WHAT TO WORK ON —
Which lines of the records contain "GUGLIELMO"? Collect every one of them.

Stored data
★ ★ ★ ★ ★ ★ ★
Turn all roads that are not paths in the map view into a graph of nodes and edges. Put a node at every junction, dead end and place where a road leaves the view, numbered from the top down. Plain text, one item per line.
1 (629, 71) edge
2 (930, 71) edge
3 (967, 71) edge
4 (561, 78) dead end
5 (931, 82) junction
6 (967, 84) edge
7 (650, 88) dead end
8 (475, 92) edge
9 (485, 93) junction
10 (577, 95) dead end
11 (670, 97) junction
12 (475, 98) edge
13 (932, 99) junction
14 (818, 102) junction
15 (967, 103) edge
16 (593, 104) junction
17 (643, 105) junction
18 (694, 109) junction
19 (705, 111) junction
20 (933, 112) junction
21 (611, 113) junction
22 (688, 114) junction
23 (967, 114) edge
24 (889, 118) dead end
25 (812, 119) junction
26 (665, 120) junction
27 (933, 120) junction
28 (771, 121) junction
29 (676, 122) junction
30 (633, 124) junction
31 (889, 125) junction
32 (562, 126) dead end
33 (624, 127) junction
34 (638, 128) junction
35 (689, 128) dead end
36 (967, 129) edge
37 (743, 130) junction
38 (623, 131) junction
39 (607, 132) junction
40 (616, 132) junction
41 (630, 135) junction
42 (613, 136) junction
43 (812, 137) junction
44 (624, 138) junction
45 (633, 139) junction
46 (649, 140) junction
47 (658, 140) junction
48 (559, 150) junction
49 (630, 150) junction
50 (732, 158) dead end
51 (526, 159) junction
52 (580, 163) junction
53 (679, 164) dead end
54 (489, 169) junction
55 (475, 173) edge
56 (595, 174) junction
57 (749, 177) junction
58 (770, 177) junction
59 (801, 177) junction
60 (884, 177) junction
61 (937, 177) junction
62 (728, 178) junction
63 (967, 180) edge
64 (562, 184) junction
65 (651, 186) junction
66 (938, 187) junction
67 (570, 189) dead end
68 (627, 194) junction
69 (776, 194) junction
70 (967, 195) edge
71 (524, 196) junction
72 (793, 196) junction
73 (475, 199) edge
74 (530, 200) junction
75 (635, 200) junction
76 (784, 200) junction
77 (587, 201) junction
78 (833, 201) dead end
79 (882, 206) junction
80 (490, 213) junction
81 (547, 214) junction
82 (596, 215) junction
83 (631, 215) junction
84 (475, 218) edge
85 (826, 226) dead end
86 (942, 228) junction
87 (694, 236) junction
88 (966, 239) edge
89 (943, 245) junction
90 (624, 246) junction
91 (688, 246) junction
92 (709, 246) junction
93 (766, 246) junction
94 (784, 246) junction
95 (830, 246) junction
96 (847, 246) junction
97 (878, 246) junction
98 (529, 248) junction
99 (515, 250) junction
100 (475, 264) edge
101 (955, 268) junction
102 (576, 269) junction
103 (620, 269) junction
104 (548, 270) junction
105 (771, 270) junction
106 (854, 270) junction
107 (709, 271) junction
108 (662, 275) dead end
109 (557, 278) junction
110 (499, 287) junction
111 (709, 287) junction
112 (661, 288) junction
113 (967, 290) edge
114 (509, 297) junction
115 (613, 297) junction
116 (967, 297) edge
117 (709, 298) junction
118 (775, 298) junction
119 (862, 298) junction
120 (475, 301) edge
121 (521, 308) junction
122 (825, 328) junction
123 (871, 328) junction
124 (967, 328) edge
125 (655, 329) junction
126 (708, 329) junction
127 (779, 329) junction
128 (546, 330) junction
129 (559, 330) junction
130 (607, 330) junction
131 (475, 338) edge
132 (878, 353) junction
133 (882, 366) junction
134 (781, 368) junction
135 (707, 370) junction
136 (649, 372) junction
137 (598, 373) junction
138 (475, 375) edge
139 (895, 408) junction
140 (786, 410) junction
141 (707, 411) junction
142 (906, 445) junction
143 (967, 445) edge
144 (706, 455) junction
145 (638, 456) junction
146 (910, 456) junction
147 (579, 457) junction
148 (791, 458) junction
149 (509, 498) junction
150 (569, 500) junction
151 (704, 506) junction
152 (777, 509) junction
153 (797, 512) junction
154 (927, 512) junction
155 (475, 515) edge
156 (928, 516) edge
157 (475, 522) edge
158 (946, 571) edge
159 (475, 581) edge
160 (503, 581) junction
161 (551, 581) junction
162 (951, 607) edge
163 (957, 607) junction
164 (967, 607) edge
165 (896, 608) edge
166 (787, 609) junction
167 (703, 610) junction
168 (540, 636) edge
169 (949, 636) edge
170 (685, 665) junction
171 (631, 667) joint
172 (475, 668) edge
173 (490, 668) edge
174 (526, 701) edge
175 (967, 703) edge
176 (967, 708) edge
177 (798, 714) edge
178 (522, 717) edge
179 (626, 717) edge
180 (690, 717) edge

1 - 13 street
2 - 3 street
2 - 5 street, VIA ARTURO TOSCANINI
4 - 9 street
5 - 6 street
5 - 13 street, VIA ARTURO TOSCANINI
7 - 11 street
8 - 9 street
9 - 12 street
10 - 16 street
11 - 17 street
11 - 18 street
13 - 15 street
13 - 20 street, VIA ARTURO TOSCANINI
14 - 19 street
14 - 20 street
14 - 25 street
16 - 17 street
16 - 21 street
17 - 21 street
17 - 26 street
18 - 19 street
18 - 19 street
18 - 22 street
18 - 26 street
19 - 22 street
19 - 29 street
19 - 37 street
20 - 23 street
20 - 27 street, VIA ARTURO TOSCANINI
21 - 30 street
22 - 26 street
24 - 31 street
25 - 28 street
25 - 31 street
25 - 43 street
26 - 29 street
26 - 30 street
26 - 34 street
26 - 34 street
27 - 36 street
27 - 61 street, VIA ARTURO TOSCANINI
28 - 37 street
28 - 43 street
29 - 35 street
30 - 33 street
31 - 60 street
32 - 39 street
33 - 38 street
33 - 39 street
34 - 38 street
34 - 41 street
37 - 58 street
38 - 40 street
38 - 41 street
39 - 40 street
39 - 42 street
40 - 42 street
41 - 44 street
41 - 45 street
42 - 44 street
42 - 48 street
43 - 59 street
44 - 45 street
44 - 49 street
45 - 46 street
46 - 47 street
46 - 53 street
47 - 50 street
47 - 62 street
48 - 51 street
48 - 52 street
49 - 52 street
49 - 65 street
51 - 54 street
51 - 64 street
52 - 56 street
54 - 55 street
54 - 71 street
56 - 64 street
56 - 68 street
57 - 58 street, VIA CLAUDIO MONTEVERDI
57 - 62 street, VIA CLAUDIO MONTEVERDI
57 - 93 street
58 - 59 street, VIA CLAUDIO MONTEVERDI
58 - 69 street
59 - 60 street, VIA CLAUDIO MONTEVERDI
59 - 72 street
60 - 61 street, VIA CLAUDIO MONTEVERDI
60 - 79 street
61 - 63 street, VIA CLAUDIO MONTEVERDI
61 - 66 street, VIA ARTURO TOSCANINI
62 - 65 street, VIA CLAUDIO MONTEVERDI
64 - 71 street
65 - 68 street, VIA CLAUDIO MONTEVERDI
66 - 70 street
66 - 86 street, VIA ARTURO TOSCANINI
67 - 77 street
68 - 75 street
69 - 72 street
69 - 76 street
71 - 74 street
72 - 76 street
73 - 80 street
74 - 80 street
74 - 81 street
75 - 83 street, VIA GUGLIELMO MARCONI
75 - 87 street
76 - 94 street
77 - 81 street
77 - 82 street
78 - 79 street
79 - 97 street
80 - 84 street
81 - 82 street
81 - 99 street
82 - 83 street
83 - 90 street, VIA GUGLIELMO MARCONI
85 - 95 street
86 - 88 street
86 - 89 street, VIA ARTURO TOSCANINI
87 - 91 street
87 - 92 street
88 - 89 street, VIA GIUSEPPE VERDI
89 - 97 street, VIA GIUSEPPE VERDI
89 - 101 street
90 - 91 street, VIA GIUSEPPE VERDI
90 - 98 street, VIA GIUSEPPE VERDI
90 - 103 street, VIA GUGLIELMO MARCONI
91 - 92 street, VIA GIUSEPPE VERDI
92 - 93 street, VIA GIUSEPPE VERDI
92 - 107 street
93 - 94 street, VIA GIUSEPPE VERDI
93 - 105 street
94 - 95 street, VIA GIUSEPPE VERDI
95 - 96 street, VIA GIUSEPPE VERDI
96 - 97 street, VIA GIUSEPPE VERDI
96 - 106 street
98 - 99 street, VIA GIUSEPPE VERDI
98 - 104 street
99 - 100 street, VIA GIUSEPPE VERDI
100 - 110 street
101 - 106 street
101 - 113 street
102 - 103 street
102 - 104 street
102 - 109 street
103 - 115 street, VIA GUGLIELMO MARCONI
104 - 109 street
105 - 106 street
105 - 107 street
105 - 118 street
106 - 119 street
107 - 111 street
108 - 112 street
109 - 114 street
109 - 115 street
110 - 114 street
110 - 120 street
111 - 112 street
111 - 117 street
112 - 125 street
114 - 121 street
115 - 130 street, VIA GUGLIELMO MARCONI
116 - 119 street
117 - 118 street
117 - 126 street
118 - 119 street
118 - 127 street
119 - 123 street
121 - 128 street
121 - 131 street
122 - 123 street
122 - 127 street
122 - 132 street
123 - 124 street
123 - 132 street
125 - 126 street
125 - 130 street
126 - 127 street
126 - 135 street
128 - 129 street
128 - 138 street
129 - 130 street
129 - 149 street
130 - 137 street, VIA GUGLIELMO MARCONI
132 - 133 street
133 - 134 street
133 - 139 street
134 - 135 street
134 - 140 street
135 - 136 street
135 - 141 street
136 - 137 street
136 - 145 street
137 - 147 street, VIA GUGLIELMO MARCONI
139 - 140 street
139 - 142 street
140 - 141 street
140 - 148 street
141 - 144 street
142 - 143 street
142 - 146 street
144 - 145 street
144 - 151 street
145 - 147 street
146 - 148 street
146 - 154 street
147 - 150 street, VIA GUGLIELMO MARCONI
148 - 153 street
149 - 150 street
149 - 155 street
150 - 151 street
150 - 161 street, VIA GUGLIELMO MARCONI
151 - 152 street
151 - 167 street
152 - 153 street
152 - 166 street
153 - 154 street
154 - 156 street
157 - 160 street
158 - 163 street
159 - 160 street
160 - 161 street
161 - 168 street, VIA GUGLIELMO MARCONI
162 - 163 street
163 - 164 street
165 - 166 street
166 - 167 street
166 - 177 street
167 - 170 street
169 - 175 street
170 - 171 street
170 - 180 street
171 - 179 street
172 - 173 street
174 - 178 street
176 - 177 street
★ ★ ★ ★ ★ ★ ★
EXERCISE RESULT —
75 - 83 street, VIA GUGLIELMO MARCONI
83 - 90 street, VIA GUGLIELMO MARCONI
90 - 103 street, VIA GUGLIELMO MARCONI
103 - 115 street, VIA GUGLIELMO MARCONI
115 - 130 street, VIA GUGLIELMO MARCONI
130 - 137 street, VIA GUGLIELMO MARCONI
137 - 147 street, VIA GUGLIELMO MARCONI
147 - 150 street, VIA GUGLIELMO MARCONI
150 - 161 street, VIA GUGLIELMO MARCONI
161 - 168 street, VIA GUGLIELMO MARCONI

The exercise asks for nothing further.